Con las condiciones descritas aquí, cualquier microscopio confocal con un UV-A o 405 nm láser, integrado por el fabricante o Añadida por el usuario final, puede inducir daño en el ADN dentro del núcleo de una célula y permite el reclutamiento de proteínas de reparación del DNA en el sitio de inducida por daño en el ADN a ser monitoreados. Sin embargo, como se señala en el protocolo y resultados representativos, selección de longitud de onda, aplica potencia, y caracterización de daño son importantes cuestiones que deben abordarse en primer lugar por el usuario para estudiar un ADN específico de reparación vía. Además, hay otras consideraciones en el diseño experimental que también debe ser considerado por los usuarios.

Para monitorear el comportamiento de la proteína en células vivas post micro-irradiación, una proteína fluorescente etiquetada se debe crear. La disponibilidad de una amplia gama de proteínas fluorescentes que pueden ser separados espectralmente ofrece herramientas para crear fusiones de proteína que pueden utilizarse para la caracterización de respuestas celulares a la inducción de daño en el ADN. Transitorios de la transfección de proteínas fluorescentes de interés permite la detección rápida de condiciones dañinas, mutaciones, o incluso inhibidores, mientras que las células transfected estable ofrecen más controlan sobre los niveles de expresión y permitan otros bioquímicos caracterizaciones a realizar, validar resultados de micro-irradiación.
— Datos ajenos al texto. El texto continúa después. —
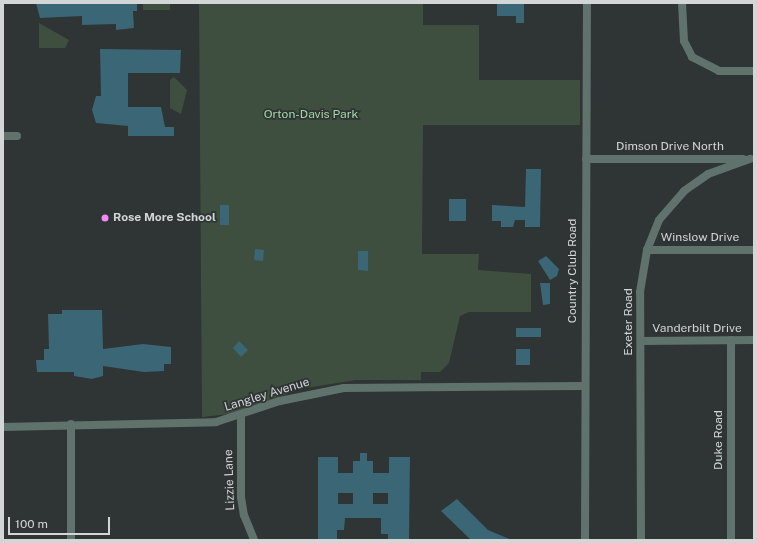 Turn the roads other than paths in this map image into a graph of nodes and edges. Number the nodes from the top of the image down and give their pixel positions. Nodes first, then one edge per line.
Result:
1 (587, 3) edge
2 (682, 3) edge
3 (754, 71) edge
4 (3, 136) edge
5 (17, 136) dead end
6 (586, 159) junction
7 (752, 159) edge
8 (647, 250) junction
9 (754, 250) edge
10 (731, 340) junction
11 (754, 340) edge
12 (640, 341) junction
13 (585, 386) junction
14 (241, 417) junction
15 (71, 424) junction
16 (3, 427) edge
17 (71, 540) edge
18 (254, 540) edge
19 (585, 540) edge
20 (641, 540) edge
21 (731, 540) edge

1 - 6 street, Country Club Road
2 - 3 street
4 - 5 street
6 - 7 street, Dimson Drive North
6 - 13 street, Country Club Road
7 - 8 street, Exeter Road
8 - 9 street, Winslow Drive
8 - 12 street, Exeter Road
10 - 11 street, Vanderbilt Drive
10 - 12 street, Vanderbilt Drive
10 - 21 street, Duke Road
12 - 20 street, Exeter Road
13 - 14 street, Langley Avenue
13 - 19 street, Country Club Road
14 - 15 street, Langley Avenue
14 - 18 street, Lizzie Lane
15 - 16 street, Langley Avenue
15 - 17 street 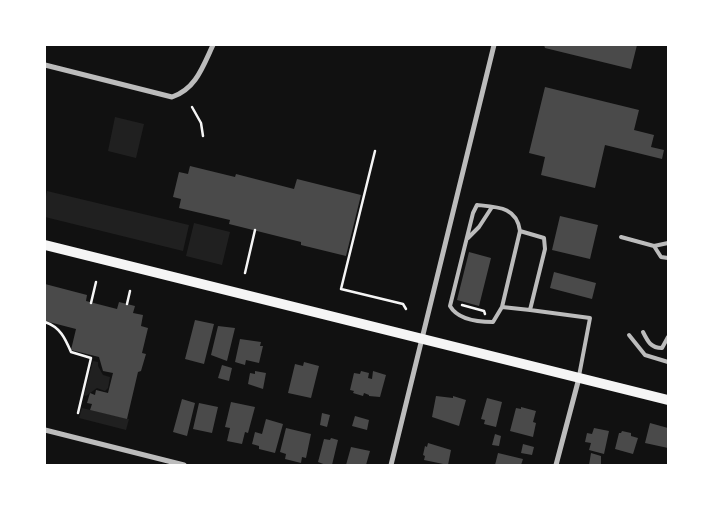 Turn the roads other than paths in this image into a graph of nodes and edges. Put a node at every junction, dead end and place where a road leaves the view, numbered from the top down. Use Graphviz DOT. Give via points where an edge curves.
graph roads {
  1 [pos="213,45"];
  2 [pos="494,45"];
  3 [pos="45,65"];
  4 [pos="492,207"];
  5 [pos="520,231"];
  6 [pos="620,237"];
  7 [pos="466,241"];
  8 [pos="668,243"];
  9 [pos="45,245"];
  10 [pos="654,246"];
  11 [pos="668,258"];
  12 [pos="502,307"];
  13 [pos="530,310"];
  14 [pos="643,332"];
  15 [pos="629,335"];
  16 [pos="668,337"];
  17 [pos="421,339"];
  18 [pos="668,362"];
  19 [pos="579,378"];
  20 [pos="668,400"];
  21 [pos="45,430"];
  22 [pos="184,465"];
  23 [pos="390,465"];
  24 [pos="556,465"];
  1 -- 3 [label="street" via="191,87 172,97"];
  2 -- 17 [label="street"];
  4 -- 5 [label="lane" via="511,212 519,223"];
  4 -- 7 [label="lane"];
  4 -- 7 [label="lane" via="478,205 472,213"];
  5 -- 12 [label="lane"];
  5 -- 13 [label="lane" via="544,238 545,249"];
  6 -- 10 [label="lane"];
  7 -- 12 [label="lane" via="450,302 453,312 466,319 493,322"];
  8 -- 10 [label="lane"];
  9 -- 17 [label="main road"];
  10 -- 11 [label="lane" via="661,256"];
  12 -- 13 [label="lane"];
  13 -- 19 [label="lane" via="590,318"];
  14 -- 16 [label="lane" via="656,348 662,348"];
  15 -- 18 [label="lane" via="645,355"];
  17 -- 19 [label="main road"];
  17 -- 23 [label="street"];
  19 -- 20 [label="main road"];
  19 -- 24 [label="street"];
  21 -- 22 [label="street"];
} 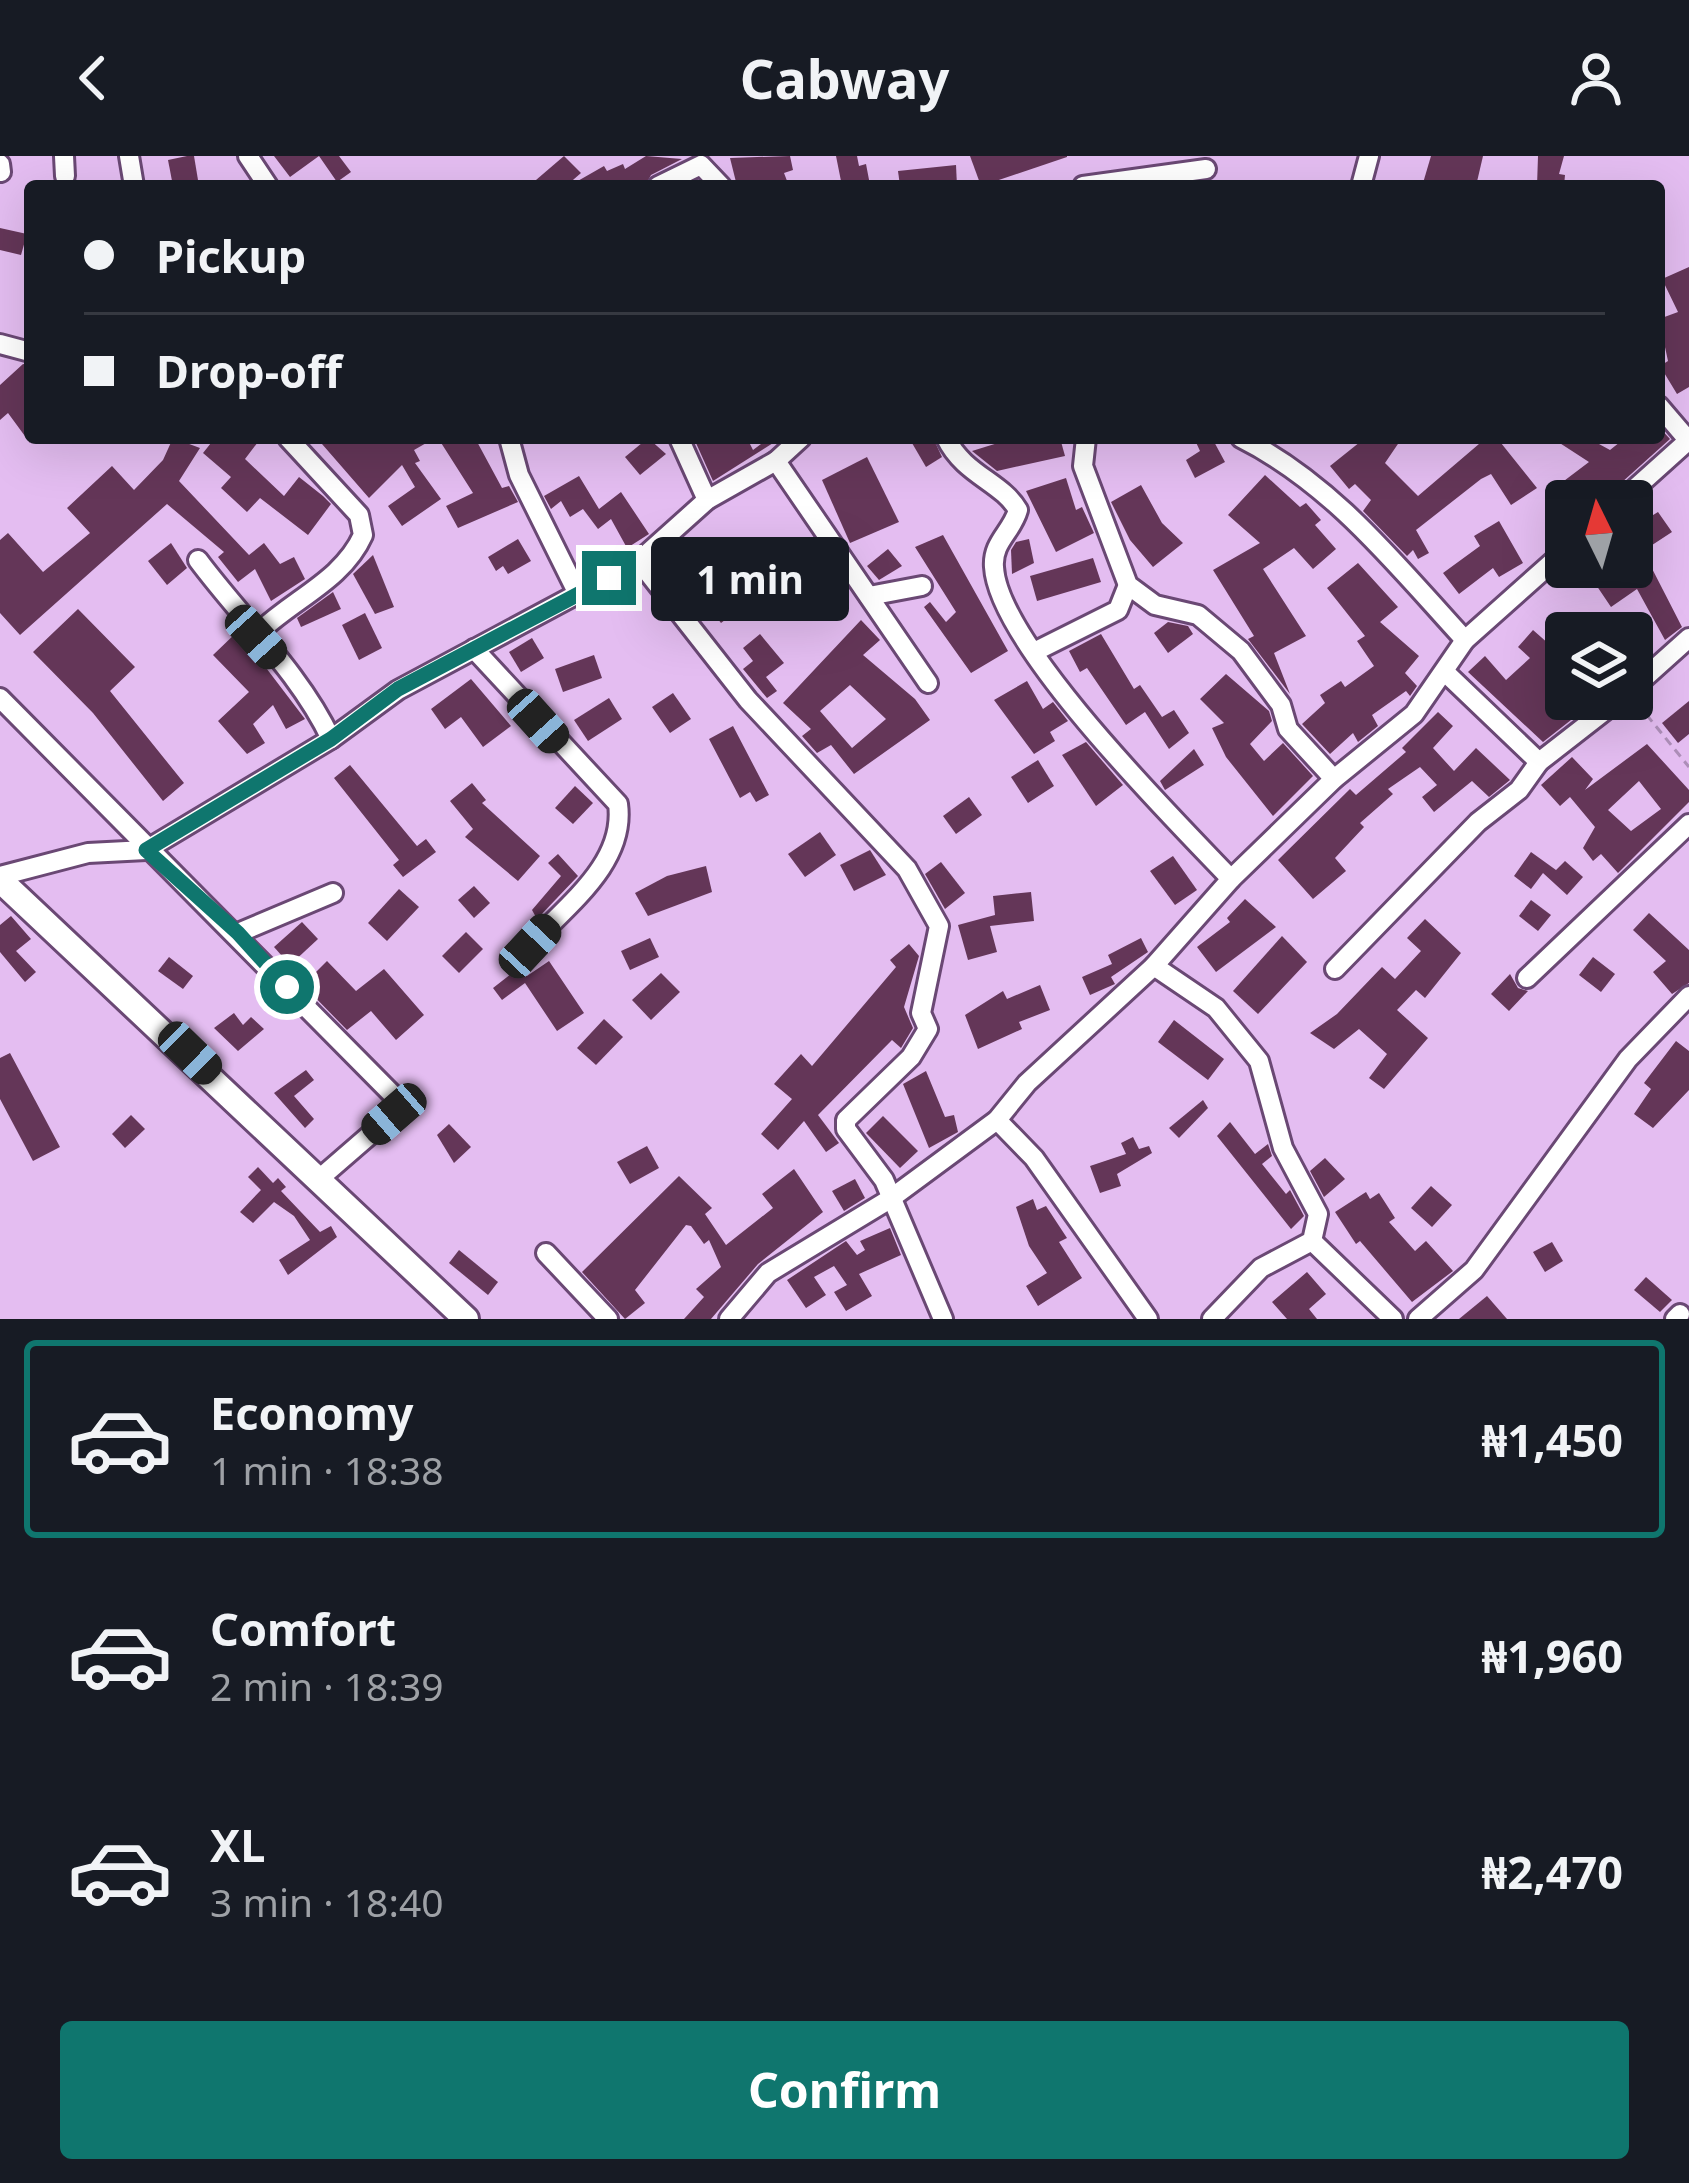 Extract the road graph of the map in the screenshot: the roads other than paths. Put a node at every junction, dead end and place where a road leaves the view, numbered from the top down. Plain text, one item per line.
1 (1205, 169) dead end
2 (670, 180) edge
3 (716, 180) edge
4 (1126, 180) edge
5 (1665, 413) edge
6 (1689, 440) edge
7 (294, 444) edge
8 (511, 444) edge
9 (682, 444) edge
10 (794, 444) edge
11 (951, 444) edge
12 (1085, 444) edge
13 (1253, 444) edge
14 (776, 461) junction
15 (1644, 480) edge
16 (706, 500) junction
17 (198, 560) dead end
18 (639, 561) junction
19 (1545, 569) edge
20 (1128, 585) junction
21 (922, 586) dead end
22 (578, 594) junction
23 (869, 596) junction
24 (256, 637) junction
25 (1689, 638) edge
26 (1465, 640) junction
27 (474, 650) junction
28 (1034, 652) junction
29 (1653, 673) edge
30 (1447, 674) junction
31 (928, 682) dead end
32 (0, 698) edge
33 (1593, 720) edge
34 (331, 739) junction
35 (1539, 762) junction
36 (1334, 779) junction
37 (1689, 824) edge
38 (146, 850) junction
39 (0, 878) edge
40 (1232, 879) junction
41 (333, 892) dead end
42 (238, 933) junction
43 (530, 946) dead end
44 (1154, 966) junction
45 (1335, 969) dead end
46 (1527, 978) dead end
47 (1689, 996) edge
48 (997, 1120) junction
49 (319, 1179) junction
50 (890, 1198) junction
51 (1312, 1241) junction
52 (546, 1253) dead end
53 (466, 1319) edge
54 (608, 1319) edge
55 (729, 1319) edge
56 (943, 1319) edge
57 (1148, 1319) edge
58 (1212, 1319) edge
59 (1393, 1319) edge
60 (1418, 1319) edge

1 - 4 street
2 - 3 street
5 - 6 street
6 - 15 street
7 - 24 street
8 - 22 street
9 - 16 street
10 - 14 street
11 - 28 street
12 - 20 street
13 - 26 street
14 - 16 street
14 - 23 street
16 - 18 street
17 - 24 street
18 - 22 street
18 - 50 street
19 - 26 street
20 - 28 street
20 - 36 street
21 - 23 street
22 - 27 street
23 - 31 street
24 - 34 street
25 - 29 street
26 - 30 street
27 - 34 street
27 - 43 street
28 - 40 street
30 - 35 street
30 - 36 street
32 - 38 street
33 - 35 street
34 - 38 street
35 - 45 street
36 - 40 street
37 - 46 street
38 - 39 street
38 - 42 street
39 - 49 main road
40 - 44 street
41 - 42 street
42 - 49 street
44 - 48 street
44 - 51 street
47 - 60 street
48 - 50 street
48 - 57 street
49 - 53 main road
50 - 55 street
50 - 56 street
51 - 58 street
51 - 59 street
52 - 54 street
Espectralmente distintas proteínas fluorescentes también pueden ser utilizadas en la misma célula para controlar las interacciones entre las proteínas dentro de la misma vía o en vías diferentes. Proteínas fluorescentes también eliminan la necesidad de los anticuerpos específicos para cada proteína de interés y permitir que células vivas monitoreo del comportamiento de la proteína durante largos períodos de tiempo después de la inducción de daño.

Sin embargo, el uso de proteínas fluorescentes también tiene inconvenientes. Sin contextos genéticos portadores deficientes en la proteína de interés, proteínas endógenas competirá con las proteínas fluorescencia de etiquetado. Conjugación de la etiqueta fluorescente a la N o C terminal de la proteína puede alterar el plegamiento de la proteína, obstaculizan las interacciones proteína-proteína clave o bloquear señales de translocación; alterando la función y dinámica de reclutamiento potencialmente impactantes. Estos efectos se han demostrado en un número de informes donde coloración inmunofluorescente demostró dramáticamente distintos de reclutamiento y tiempos de retención de proteínas endógenas en el sitio de daño28. El uso de clones estables o transitorios de la transfección también puede alterar la respuesta observada, típicamente a través de las variaciones en los niveles de expresión de la proteína. Además, el uso de proteínas fluorescentes múltiples en un solo experimento también puede cambiar la dinámica de reclutamiento, si los niveles de proteínas no están equilibrados bien o reclutamiento de la proteína mayor fluorescencia etiquetada bloquea el reclutamiento de otras proteínas . Por último, las proteínas fluorescentes pueden actuar como agentes de sensibilización débil, incrementando la formación de especies reactivas de oxígeno y potencialmente alterando el ADN daños mezclas inducido46,47. A pesar de estos inconvenientes, proteínas fluorescentes ofrecen una serie de ventajas en el estudio de ADN reparación micro-irradiación y si los usuarios incorporan los controles adecuados, tales como la caracterización de daños descrito aquí, puede proporcionar la nueva penetración en daño respuesta y proteínas interacciones3.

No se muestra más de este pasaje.